▶ _Work item_
Lines below containing the word "wrist" should be copied out.

▶ _Material for the task_

□ □ □

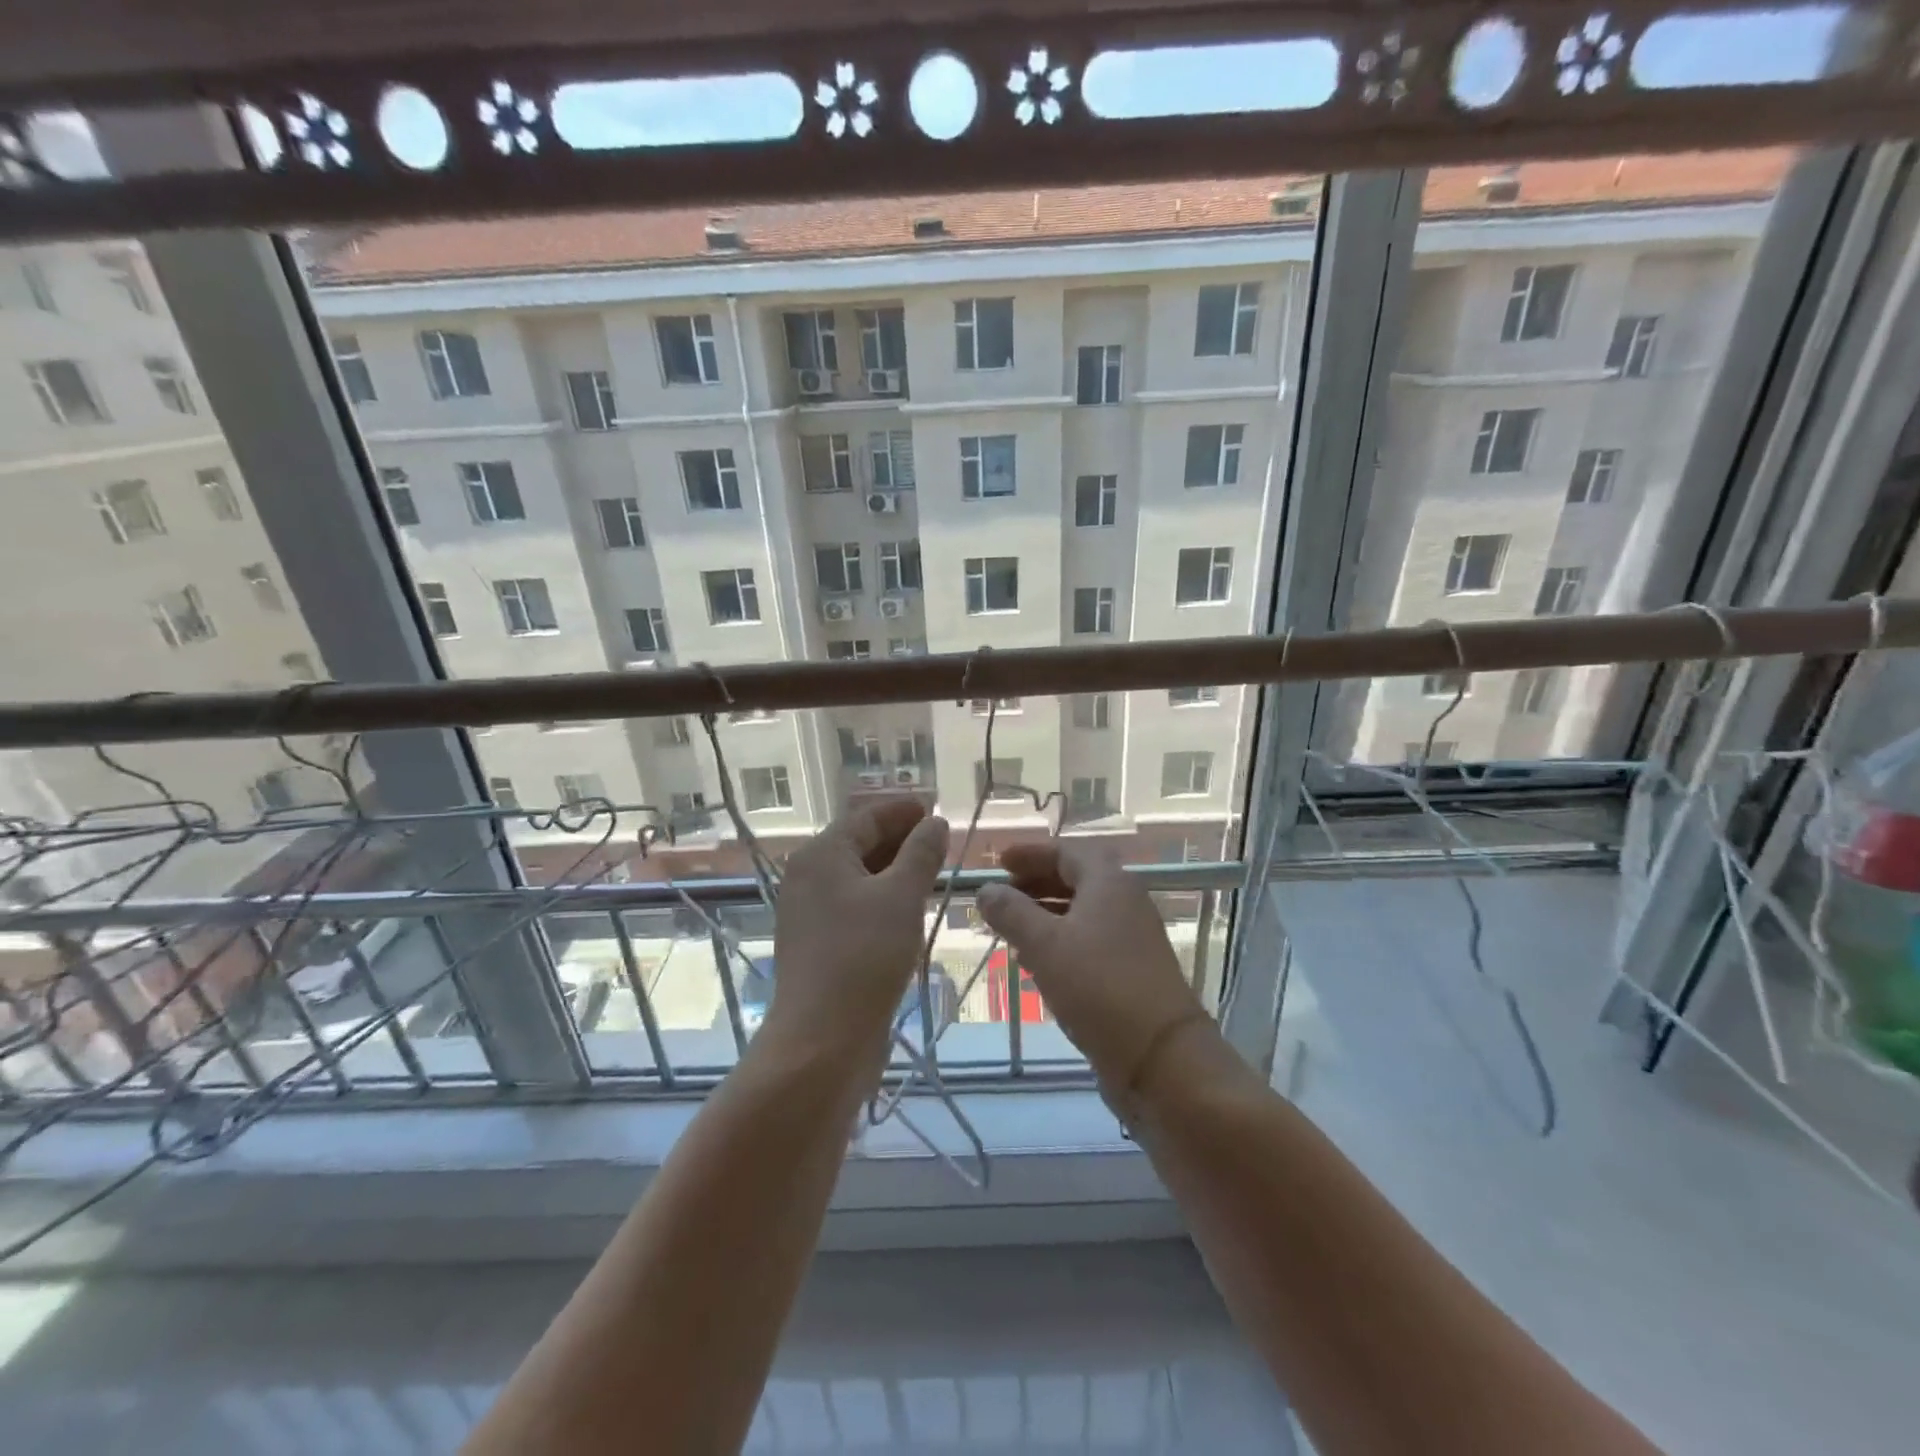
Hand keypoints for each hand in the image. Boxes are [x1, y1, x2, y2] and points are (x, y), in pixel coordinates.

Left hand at [767, 799, 948, 1052]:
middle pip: (859, 844)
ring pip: (859, 877)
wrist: (822, 1041)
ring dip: (895, 870)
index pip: (866, 817)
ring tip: (933, 872)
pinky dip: (883, 898)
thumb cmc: (864, 956)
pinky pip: (855, 905)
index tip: (936, 810)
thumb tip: (935, 823)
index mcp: (821, 854)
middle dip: (901, 839)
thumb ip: (921, 854)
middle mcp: (809, 876)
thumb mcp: (902, 897)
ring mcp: (810, 912)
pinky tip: (910, 909)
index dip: (903, 811)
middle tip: (941, 842)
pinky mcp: (819, 943)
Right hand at [977, 840, 1215, 1093]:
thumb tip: (986, 889)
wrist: (1160, 1056)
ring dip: (1044, 914)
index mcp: (1109, 882)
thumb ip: (1011, 912)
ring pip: (1081, 912)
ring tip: (1008, 929)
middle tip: (999, 896)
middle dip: (1034, 883)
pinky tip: (1035, 962)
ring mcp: (1132, 937)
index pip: (1066, 851)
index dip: (1030, 853)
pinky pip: (1089, 940)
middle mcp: (1125, 901)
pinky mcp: (1132, 970)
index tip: (999, 861)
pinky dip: (1059, 941)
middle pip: (1075, 879)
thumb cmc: (1098, 986)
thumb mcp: (1044, 944)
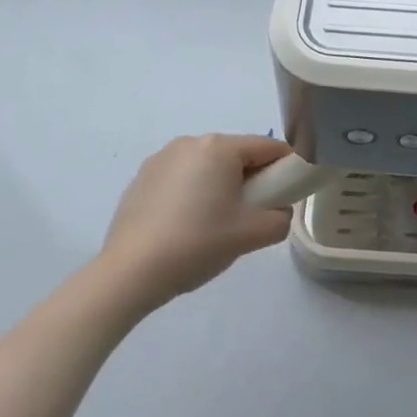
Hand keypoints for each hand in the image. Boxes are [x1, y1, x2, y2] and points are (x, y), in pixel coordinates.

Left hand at [98, 135, 293, 314]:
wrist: (129, 274)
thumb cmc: (196, 245)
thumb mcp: (252, 235)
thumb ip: (281, 218)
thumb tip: (280, 210)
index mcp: (219, 147)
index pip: (268, 147)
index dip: (285, 168)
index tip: (288, 194)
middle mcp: (190, 142)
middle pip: (236, 155)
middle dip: (250, 180)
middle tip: (251, 216)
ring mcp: (161, 158)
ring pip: (207, 166)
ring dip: (220, 186)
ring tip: (214, 226)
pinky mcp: (141, 178)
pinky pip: (181, 178)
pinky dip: (191, 194)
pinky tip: (184, 228)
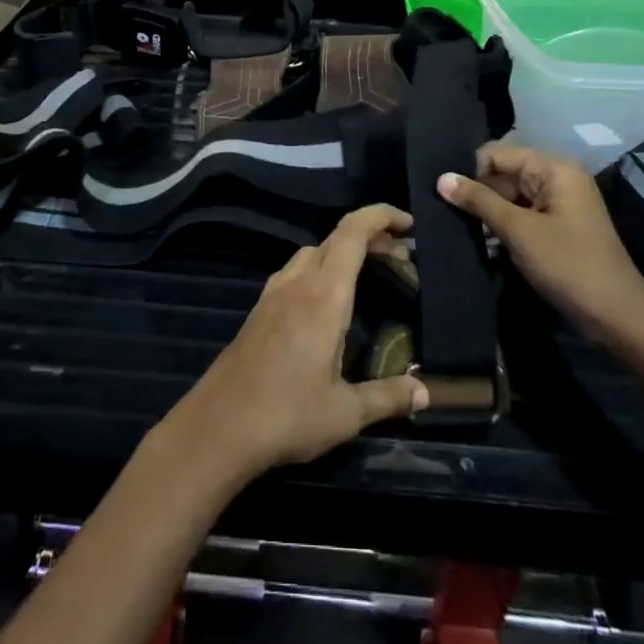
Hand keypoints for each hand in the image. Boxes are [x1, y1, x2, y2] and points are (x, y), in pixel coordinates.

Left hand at [164, 205, 428, 483]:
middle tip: (402, 258)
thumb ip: (387, 397)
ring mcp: (273, 294)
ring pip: (313, 252)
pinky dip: (321, 269)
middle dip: (371, 237)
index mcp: (324, 296)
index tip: (408, 223)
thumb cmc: (287, 415)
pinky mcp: (259, 310)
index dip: (380, 216)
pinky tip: (328, 303)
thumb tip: (425, 392)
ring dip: (343, 252)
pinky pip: (295, 272)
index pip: (352, 233)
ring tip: (370, 276)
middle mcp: (297, 283)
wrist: (218, 427)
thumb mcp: (346, 413)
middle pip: (335, 239)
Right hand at [437, 142, 643, 344]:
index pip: (497, 154)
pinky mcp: (557, 225)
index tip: (447, 197)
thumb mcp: (518, 231)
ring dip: (488, 212)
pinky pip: (522, 214)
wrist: (618, 317)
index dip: (471, 173)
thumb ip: (478, 201)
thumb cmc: (568, 265)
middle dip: (478, 193)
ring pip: (510, 196)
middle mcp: (557, 177)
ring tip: (460, 228)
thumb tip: (441, 178)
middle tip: (448, 215)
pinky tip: (483, 240)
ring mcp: (559, 202)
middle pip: (503, 173)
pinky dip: (503, 225)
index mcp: (553, 168)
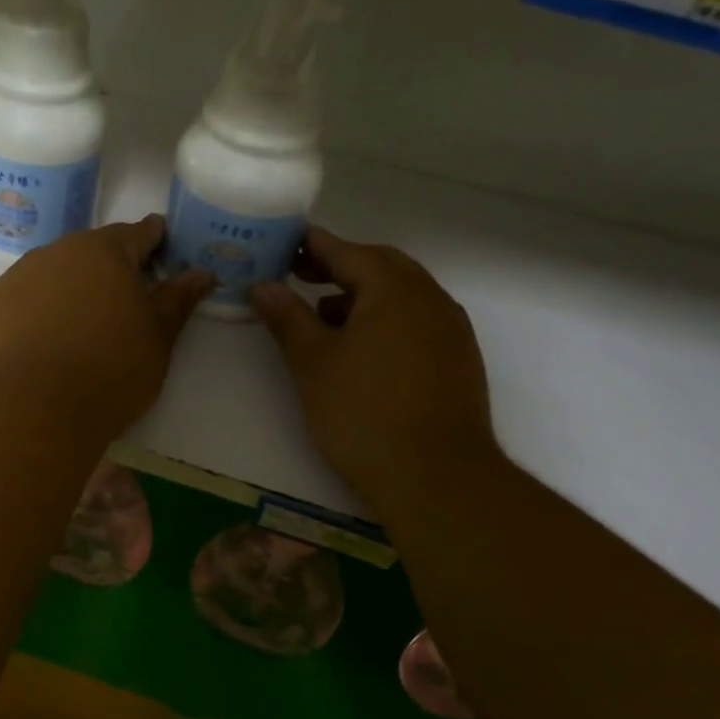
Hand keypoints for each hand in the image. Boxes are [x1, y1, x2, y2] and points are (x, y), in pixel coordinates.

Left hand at [0, 216, 212, 441]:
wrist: (32, 410)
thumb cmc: (110, 371)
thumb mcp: (158, 339)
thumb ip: (177, 300)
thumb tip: (200, 272)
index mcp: (104, 252)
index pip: (137, 233)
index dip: (153, 240)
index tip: (160, 250)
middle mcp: (55, 252)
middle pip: (88, 252)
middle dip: (106, 270)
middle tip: (118, 304)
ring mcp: (12, 279)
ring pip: (47, 277)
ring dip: (63, 293)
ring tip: (73, 333)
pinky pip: (14, 306)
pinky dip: (27, 319)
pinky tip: (34, 351)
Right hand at [251, 227, 498, 510]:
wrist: (437, 478)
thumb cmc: (364, 413)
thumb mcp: (313, 363)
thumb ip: (287, 318)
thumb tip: (262, 285)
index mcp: (395, 289)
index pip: (346, 251)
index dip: (312, 244)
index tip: (284, 240)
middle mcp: (430, 299)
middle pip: (380, 266)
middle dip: (339, 266)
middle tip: (300, 274)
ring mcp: (450, 330)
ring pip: (401, 295)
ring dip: (362, 294)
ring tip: (323, 315)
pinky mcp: (457, 360)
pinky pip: (416, 321)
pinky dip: (384, 320)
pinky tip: (360, 350)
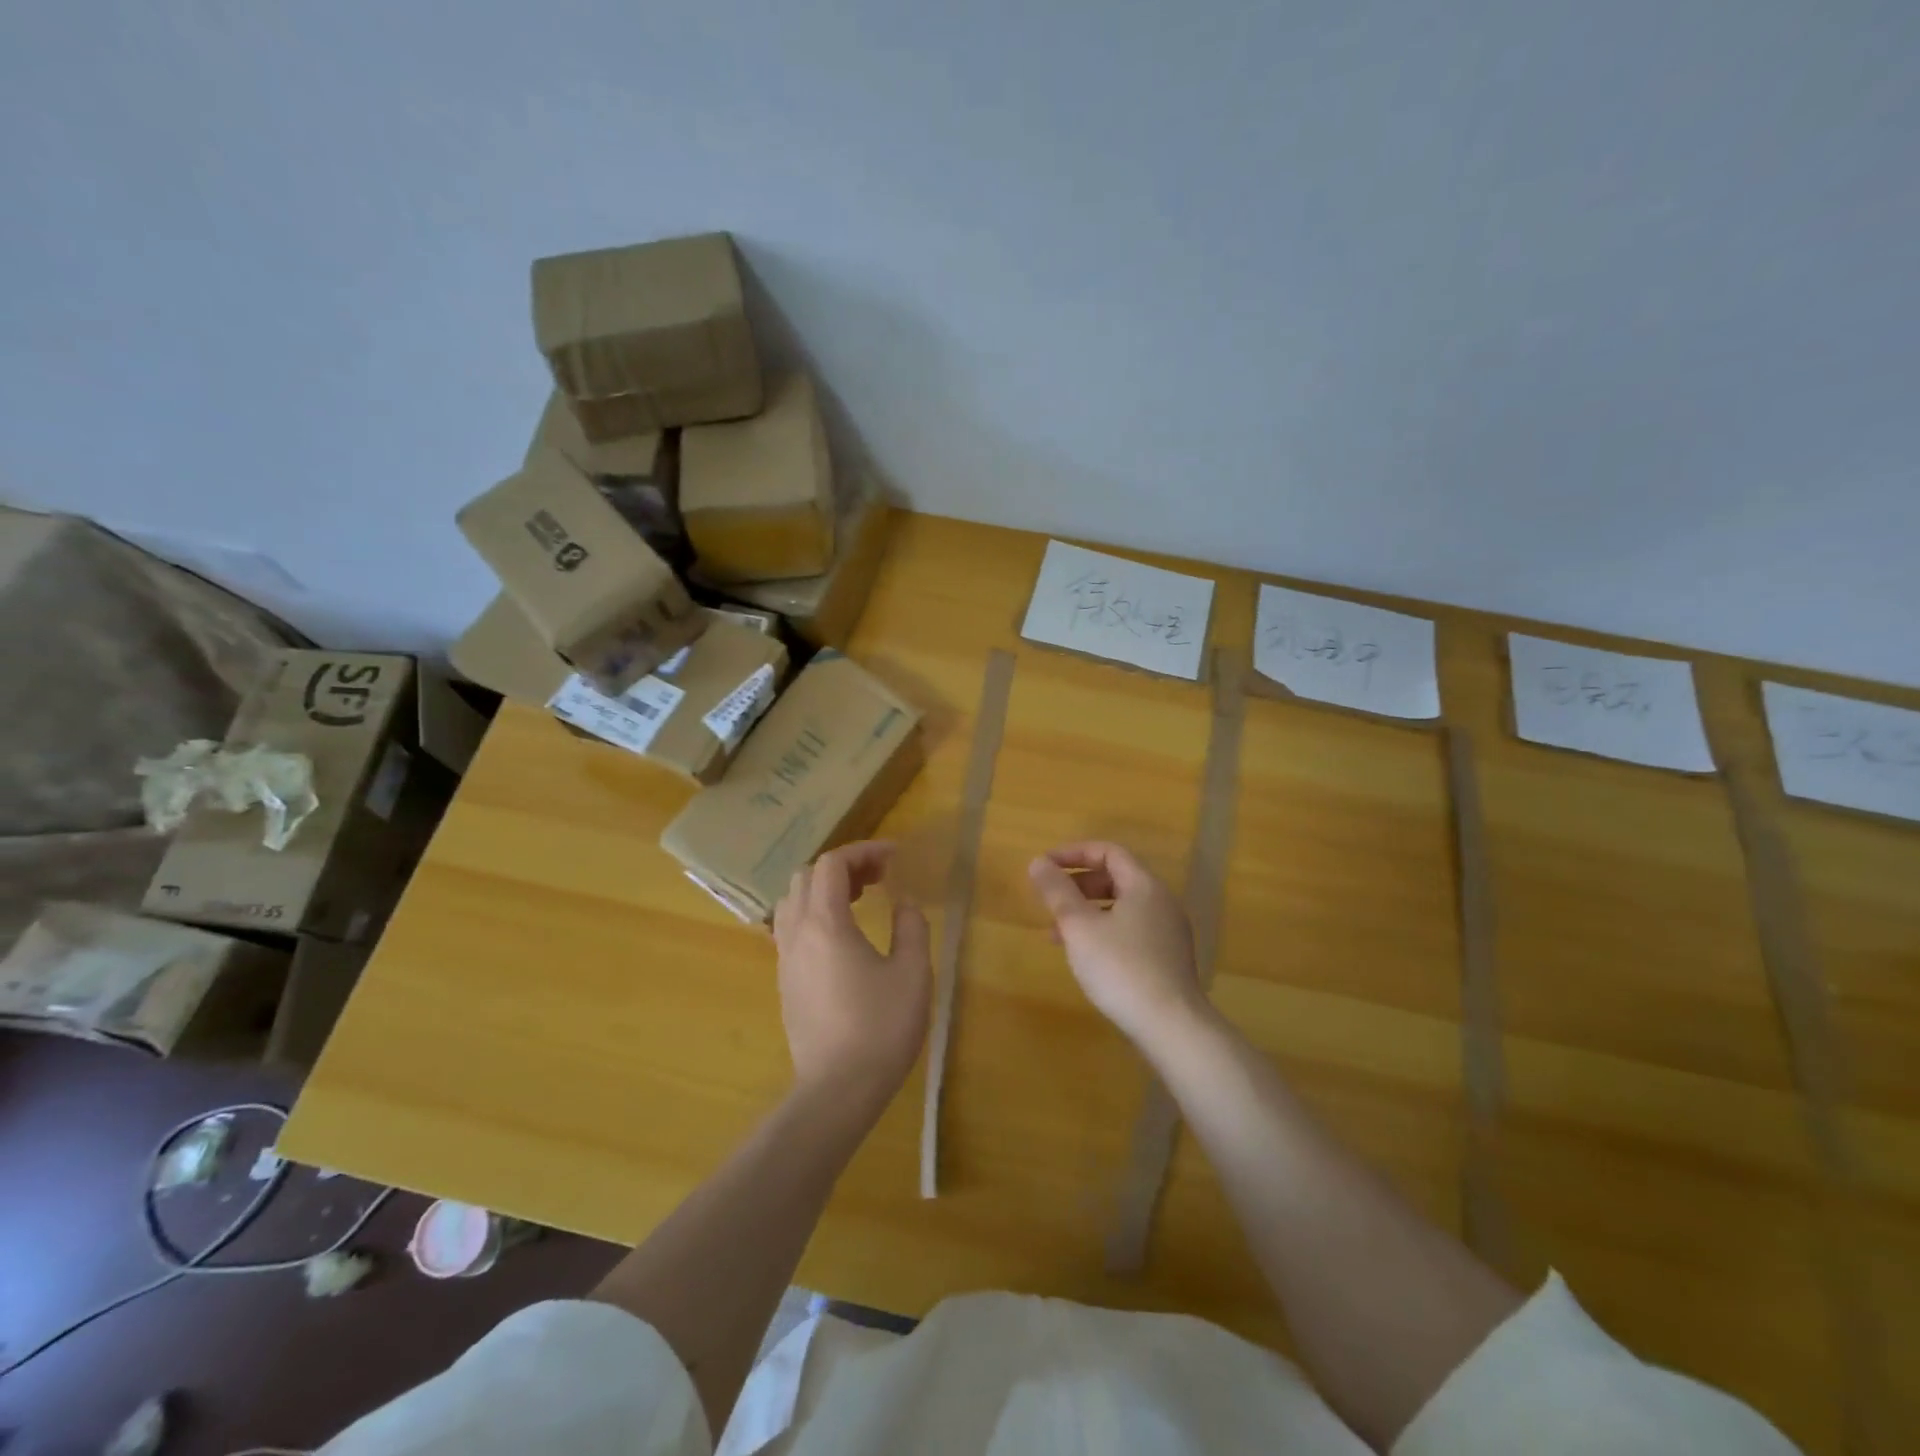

□ □ □

▶ _Written answer_
wrist: (822, 1041)
wrist: (1160, 1056)
wrist: (129, 274)
wrist: (218, 427)
wrist: (618, 317)
wrist: (32, 410)
wrist: (437, 478)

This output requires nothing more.